American social scientist

Stanlie Myrise James is an American social scientist specializing in human rights, black feminism and black families. In 2016 she was appointed Vice Provost for Inclusion and Community Engagement at Arizona State University (ASU). She has been a Professor of African and African-American Studies at ASU since 2011. She is also a professor emerita in the Department of Afro-American Studies and the Women’s Studies Program at the University of Wisconsin–Madison.

James is co-editor of Theorizing Black Feminisms: The Visionary Pragmatism of Black Women (1993), Genital Cutting and Transnational Sisterhood: Disputing U.S. Polemics (2002), and Still Brave: The Evolution of Black Women's Studies (2009).

==Education==
James obtained her BA in sociology and history in 1971 from Spelman College, Atlanta, and her MA in 1972 from the School of Oriental and African Studies in London, where she specialized in British colonial history in West Africa. She returned to the United States and in 1984 completed a second MA, this time in international studies, at the University of Denver. In 1989 she was awarded her PhD, also from Denver, for a thesis entitled Black Feminism: A Comparative Study of Women in Ghana and the United States.

==Research==
James has written about "othermothering" within African-American and West African communities, arguing that they are "critical to the survival of black communities".
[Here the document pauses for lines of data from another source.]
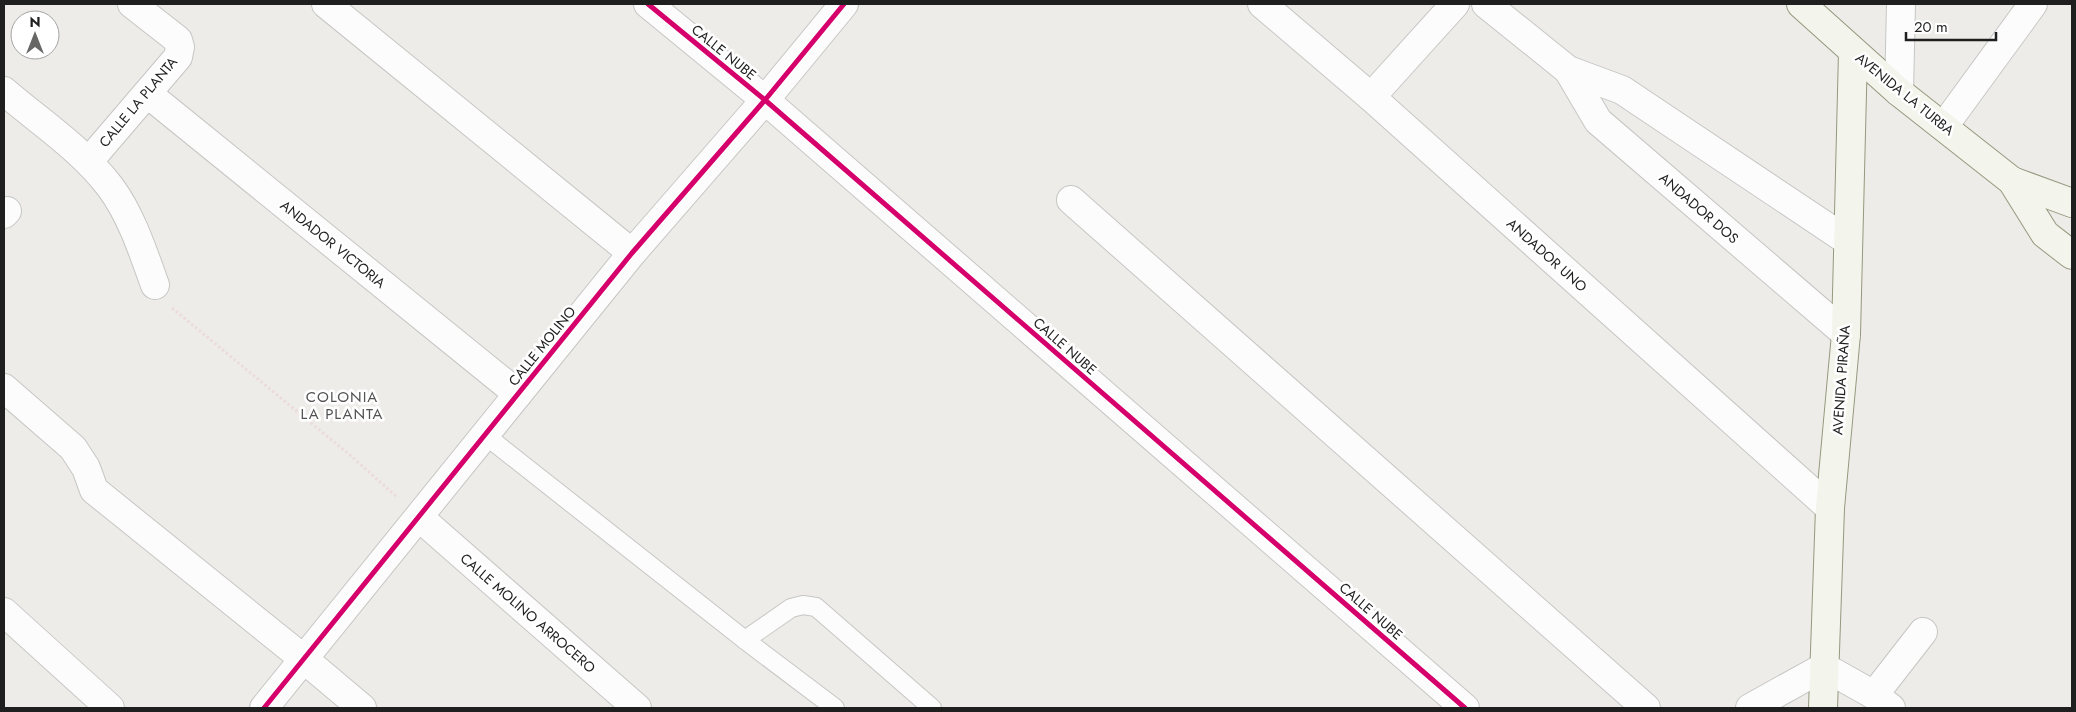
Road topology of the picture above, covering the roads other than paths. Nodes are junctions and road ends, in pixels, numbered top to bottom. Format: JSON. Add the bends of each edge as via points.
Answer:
{"nodes":[{"id":1,"x":132,"y":4,"type":"edge"},
{"id":2,"x":326,"y":4,"type":"edge"},
{"id":3,"x":648,"y":4,"type":"edge"},
{"id":4,"x":844,"y":4,"type":"edge"},
{"id":5,"x":1262,"y":4,"type":"edge"},
{"id":6,"x":1456,"y":4,"type":"edge"},
{"id":7,"x":1486,"y":4,"type":"edge"},
{"id":8,"x":1801,"y":4,"type":"edge"},
{"id":9,"x":1901,"y":4,"type":"edge"},
{"id":10,"x":2032,"y":4,"type":"edge"},
{"id":11,"x":1853,"y":52,"type":"junction"},
{"id":12,"x":1568,"y":70,"type":"junction"},
{"id":13,"x":4,"y":91,"type":"edge"},
{"id":14,"x":1899,"y":92,"type":"junction"},
{"id":15,"x":148,"y":94,"type":"junction"},
{"id":16,"x":1372,"y":97,"type":"junction"},
{"id":17,"x":765,"y":100,"type":"junction"},
{"id":18,"x":1944,"y":126,"type":"junction"},
{"id":19,"x":89,"y":161,"type":"junction"},
{"id":20,"x":2012,"y":181,"type":"junction"},
{"id":21,"x":1071,"y":200,"type":"dead end"},
{"id":22,"x":2072,"y":202,"type":"edge"},
{"id":23,"x":2045,"y":234,"type":"junction"},
{"id":24,"x":1848,"y":241,"type":"junction"},
{"id":25,"x":632,"y":253,"type":"junction"},
{"id":26,"x":2072,"y":255,"type":"edge"},
{"id":27,"x":155,"y":285,"type":"road end"},
{"id":28,"x":1846,"y":334,"type":"junction"},
{"id":29,"x":4,"y":388,"type":"edge"},
{"id":30,"x":518,"y":394,"type":"junction"},
{"id":31,"x":484,"y":435,"type":"junction"},
{"id":32,"x":1830,"y":508,"type":"junction"},
{"id":33,"x":420,"y":518,"type":"junction"},
{"id":34,"x":4,"y":612,"type":"edge"},
{"id":35,"x":1923,"y":632,"type":"dead end"},
{"id":36,"x":745,"y":640,"type":"junction"},
{"id":37,"x":305,"y":660,"type":"junction"},
{"id":38,"x":1824,"y":668,"type":"junction"},
{"id":39,"x":1882,"y":702,"type":"edge"},
{"id":40,"x":110,"y":708,"type":"edge"},
{"id":41,"x":264,"y":708,"type":"edge"},
{"id":42,"x":362,"y":708,"type":"edge"},
{"id":43,"x":637,"y":708,"type":"edge"},
{"id":44,"x":835,"y":708,"type":"edge"},
{"id":45,"x":932,"y":708,"type":"edge"},
{"id":46,"x":1466,"y":708,"type":"edge"},
{"id":47,"x":1646,"y":708,"type":"edge"},
{"id":48,"x":1750,"y":708,"type":"edge"},
{"id":49,"x":1823,"y":708,"type":"edge"}],
"edges":[{"from":1,"to":15,"type":"street","name":"CALLE LA PLANTA","via":[[178,40],[180,47],[178,57]]},
{"from":2,"to":25,"type":"street"},
{"from":3,"to":17,"type":"street","name":"CALLE NUBE"},
{"from":4,"to":17,"type":"street","name":"CALLE MOLINO"},
{"from":5,"to":16,"type":"street","name":"ANDADOR UNO"},
{"from":6,"to":16,"type":"street"},
{"from":7,"to":12,"type":"street","name":"ANDADOR DOS"},
{"from":8,"to":11,"type":"street","name":"AVENIDA LA TURBA"},
{"from":9,"to":14,"type":"street"},
{"from":10,"to":18,"type":"street"},
{"from":11,"to":14,"type":"street","name":"AVENIDA LA TURBA"},
{"from":11,"to":24,"type":"street","name":"AVENIDA PIRAÑA"},
{"from":12,"to":24,"type":"street","name":"ANDADOR DOS","via":[[1622,90]]},
{"from":12,"to":28,"type":"street","name":"ANDADOR DOS","via":[[1598,121]]},
{"from":13,"to":19,"type":"street"},
{"from":14,"to":18,"type":"street","name":"AVENIDA LA TURBA"},
{"from":15,"to":19,"type":"street","name":"CALLE LA PLANTA"},
{"from":15,"to":30,"type":"street","name":"ANDADOR VICTORIA"},
{"from":16,"to":32,"type":"street","name":"ANDADOR UNO"},
{"from":17,"to":25,"type":"street","name":"CALLE MOLINO"},
{"from":17,"to":46,"type":"street","name":"CALLE NUBE"},
{"from":18,"to":20,"type":"street","name":"AVENIDA LA TURBA"},
{"from":19,"to":27,"type":"street","via":[[112,189],[134,229]]},
{"from":20,"to":22,"type":"street","name":"AVENIDA LA TURBA"},
{"from":20,"to":23,"type":"street","name":"AVENIDA LA TURBA"},
{"from":21,"to":47,"type":"street"},
{"from":22,"to":23,"type":"street"},
{"from":23,"to":26,"type":"street","name":"AVENIDA LA TURBA"},
{"from":24,"to":28,"type":"street","name":"AVENIDA PIRAÑA"},
{"from":25,"to":30,"type":"street","name":"CALLE MOLINO"},
{"from":28,"to":32,"type":"street","name":"AVENIDA PIRAÑA"},
{"from":29,"to":37,"type":"street","via":[[73,448],[86,468],[94,490]]},
{"from":30,"to":31,"type":"street","name":"CALLE MOLINO"},
{"from":31,"to":33,"type":"street","name":"CALLE MOLINO"},
{"from":31,"to":36,"type":"lane"},
{"from":32,"to":38,"type":"street","name":"AVENIDA PIRAÑA"},
{"from":33,"to":37,"type":"street","name":"CALLE MOLINO"},
{"from":33,"to":43,"type":"street","name":"CALLE MOLINO ARROCERO"},
{"from":34,"to":40,"type":"street"},
{"from":35,"to":39,"type":"street"},
{"from":36,"to":44,"type":"lane"},
{"from":36,"to":45,"type":"lane","via":[[791,608],[816,606]]},
{"from":37,"to":41,"type":"street","name":"CALLE MOLINO"},
{"from":37,"to":42,"type":"street"},
{"from":38,"to":39,"type":"street"},
{"from":38,"to":48,"type":"street"},
{"from":38,"to":49,"type":"street","name":"AVENIDA PIRAÑA"}]}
In Genital Cutting and Transnational Sisterhood (2010), she criticizes as insensitive the Western approach to eliminating female genital mutilation (FGM). She also argues that feminist approaches to FGM suffer from a "colonial flaw", a failure to recognize that similar practices, in the form of clitoridectomy and surgery on intersex children, have taken place in the United States.

==Selected works==

- (2022). Stanlie M. James. "Practical Audacity. Black Women in International Human Rights". UW Press. https://uwpress.wisc.edu/books/6025.htm
- (2009). Stanlie M. James. "Barack Obama: Coalitions of a Purple Mandate". SOULS: A Critical Journal of Black Politics, Culture and Society.
- (2009). Stanlie M. James and Beverly Guy-Sheftall, eds. Still Brave: The Evolution of Black Women's Studies. New York: Feminist Press.
- (2002). Stanlie M. James and Claire C. Robertson, eds. Genital Cutting and Transnational Sisterhood: Disputing U.S. Polemics. Urbana and Chicago: University of Illinois Press.
- (2001). Stanlie M. James. "What Shall I tell My Children Who are Black?", Feminist Collections: A Quarterly Journal of Women's Studies Resources, 23(1), Fall, pp. 24–26.
- (1998). James, Stanlie M. "Shades of Othering: Reflections on Female Circumcision/Genital Mutilation", Signs, 23(4), Summer.
- (1993). James, Stanlie M. and A. P. Busia, eds. Theorizing Black Feminism: The Visionary Pragmatism of Black Women. New York: Routledge.
- (1992). James, Stanlie M. "Transgressing Fundamental Boundaries: The Struggle for Women's Human Rights", Africa Today, 39(4).